INSTRUCTIONS FOR THE TASK → Every line with the string "dead" must be copied from the entries below.

▬▬▬

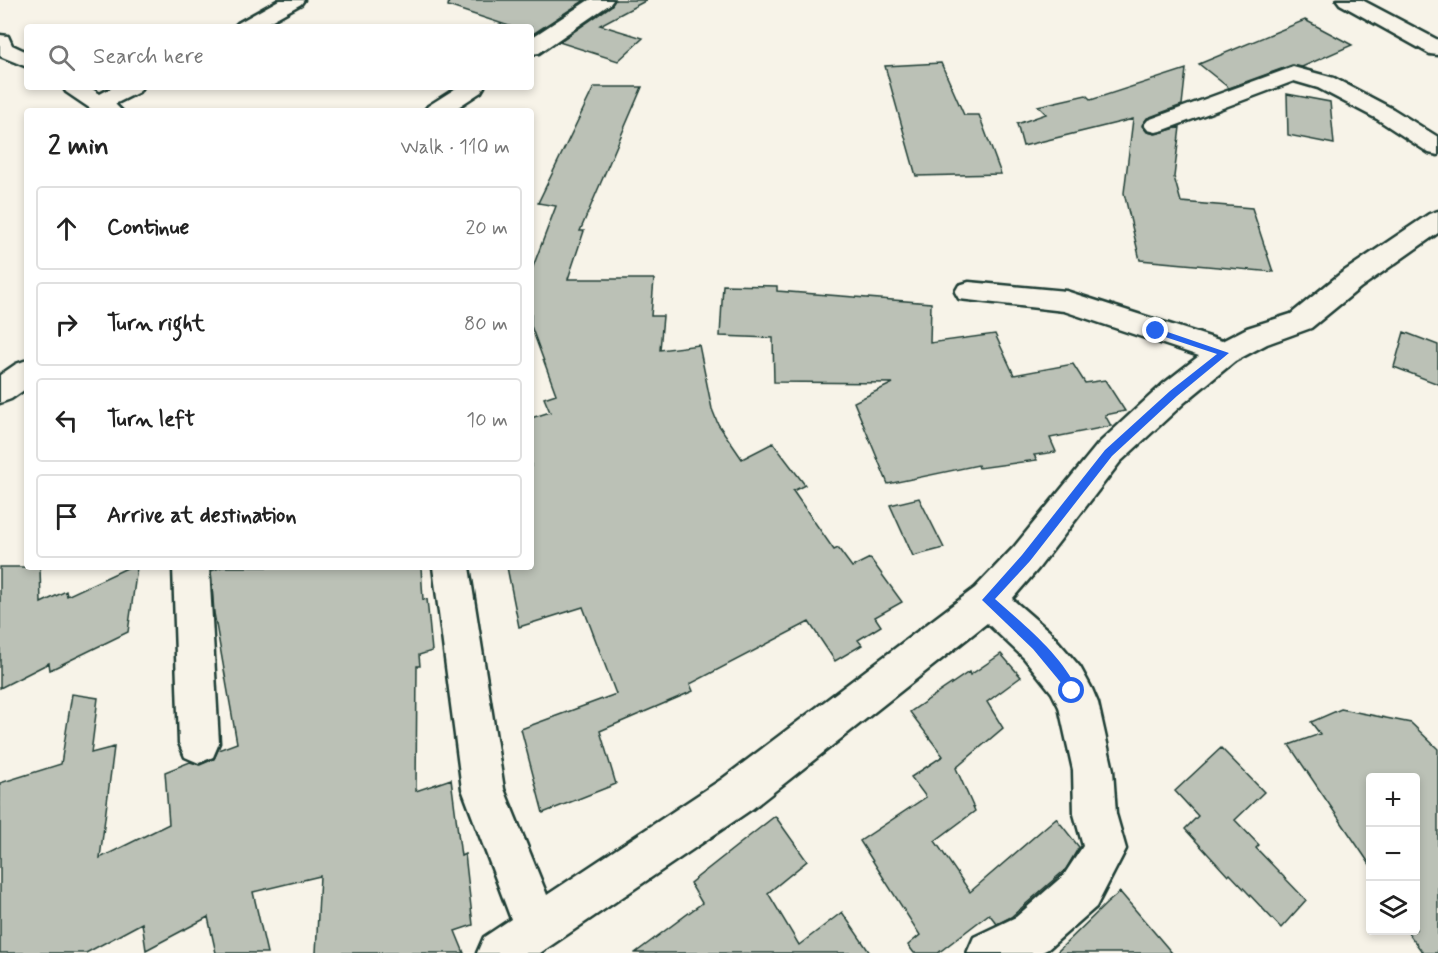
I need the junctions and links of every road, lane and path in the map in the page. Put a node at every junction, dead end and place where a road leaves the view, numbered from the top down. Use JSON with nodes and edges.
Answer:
{"nodes":[{"id":1,"x":294,"y":0,"type":"edge"},
{"id":2,"x":603,"y":0,"type":"edge"},
{"id":3,"x":1347,"y":0,"type":"edge"},
{"id":4,"x":250,"y":24,"type":"edge"},
{"id":5,"x":0,"y":41,"type":"edge"},
{"id":6,"x":534,"y":46,"type":"edge"},
{"id":7,"x":1438,"y":49,"type":"edge"},
{"id":8,"x":24,"y":59,"type":"edge"},
{"id":9,"x":79,"y":90,"type":"edge"},
{"id":10,"x":127,"y":90,"type":"edge"},
{"id":11,"x":468,"y":90,"type":"edge"},
{"id":12,"x":105,"y":107,"type":"edge"},
{"id":13,"x":440,"y":108,"type":"edge"},
{"id":14,"x":1156,"y":125,"type":"dead end"},
{"id":15,"x":1438,"y":148,"type":"edge"},
{"id":16,"x":1438,"y":220,"type":"edge"},
{"id":17,"x":969,"y":292,"type":"dead end"},
{"id":18,"x":1224,"y":353,"type":"junction"},
{"id":19,"x":24,"y":374,"type":"edge"},
{"id":20,"x":0,"y":391,"type":"edge"},
{"id":21,"x":191,"y":570,"type":"edge"},
{"id":22,"x":451,"y":570,"type":"edge"},
{"id":23,"x":988,"y":600,"type":"junction"},
{"id":24,"x":199,"y":743,"type":"dead end"},
{"id":25,"x":537,"y":927,"type":"junction"},
{"id":26,"x":500,"y":953,"type":"edge"},
{"id":27,"x":990,"y":953,"type":"edge"}],
"edges":[{"from":1,"to":4,"type":"street"},
{"from":2,"to":6,"type":"street"},
{"from":3,"to":7,"type":"street"},
{"from":5,"to":8,"type":"street"},
{"from":9,"to":12,"type":"street"},
{"from":10,"to":12,"type":"street"},
{"from":11,"to":13,"type":"street"},
{"from":14,"to":15,"type":"street"},
{"from":16,"to":18,"type":"street"},
{"from":17,"to":18,"type":"street"},
{"from":18,"to":23,"type":"street"},
{"from":19,"to":20,"type":"street"},
{"from":21,"to":24,"type":"street"},
{"from":22,"to":25,"type":"street"},
{"from":23,"to":25,"type":"street"},
{"from":23,"to":27,"type":"street"},
{"from":25,"to":26,"type":"street"}]}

▬▬▬

ANSWER FOR THIS EXERCISE →
I need the junctions and links of every road, lane and path in the map in the page. Put a node at every junction, dead end and place where a road leaves the view, numbered from the top down. Use JSON with nodes and edges.
{"id":14,"x":1156,"y":125,"type":"dead end"},
{"id":17,"x":969,"y":292,"type":"dead end"},
{"id":24,"x":199,"y":743,"type":"dead end"},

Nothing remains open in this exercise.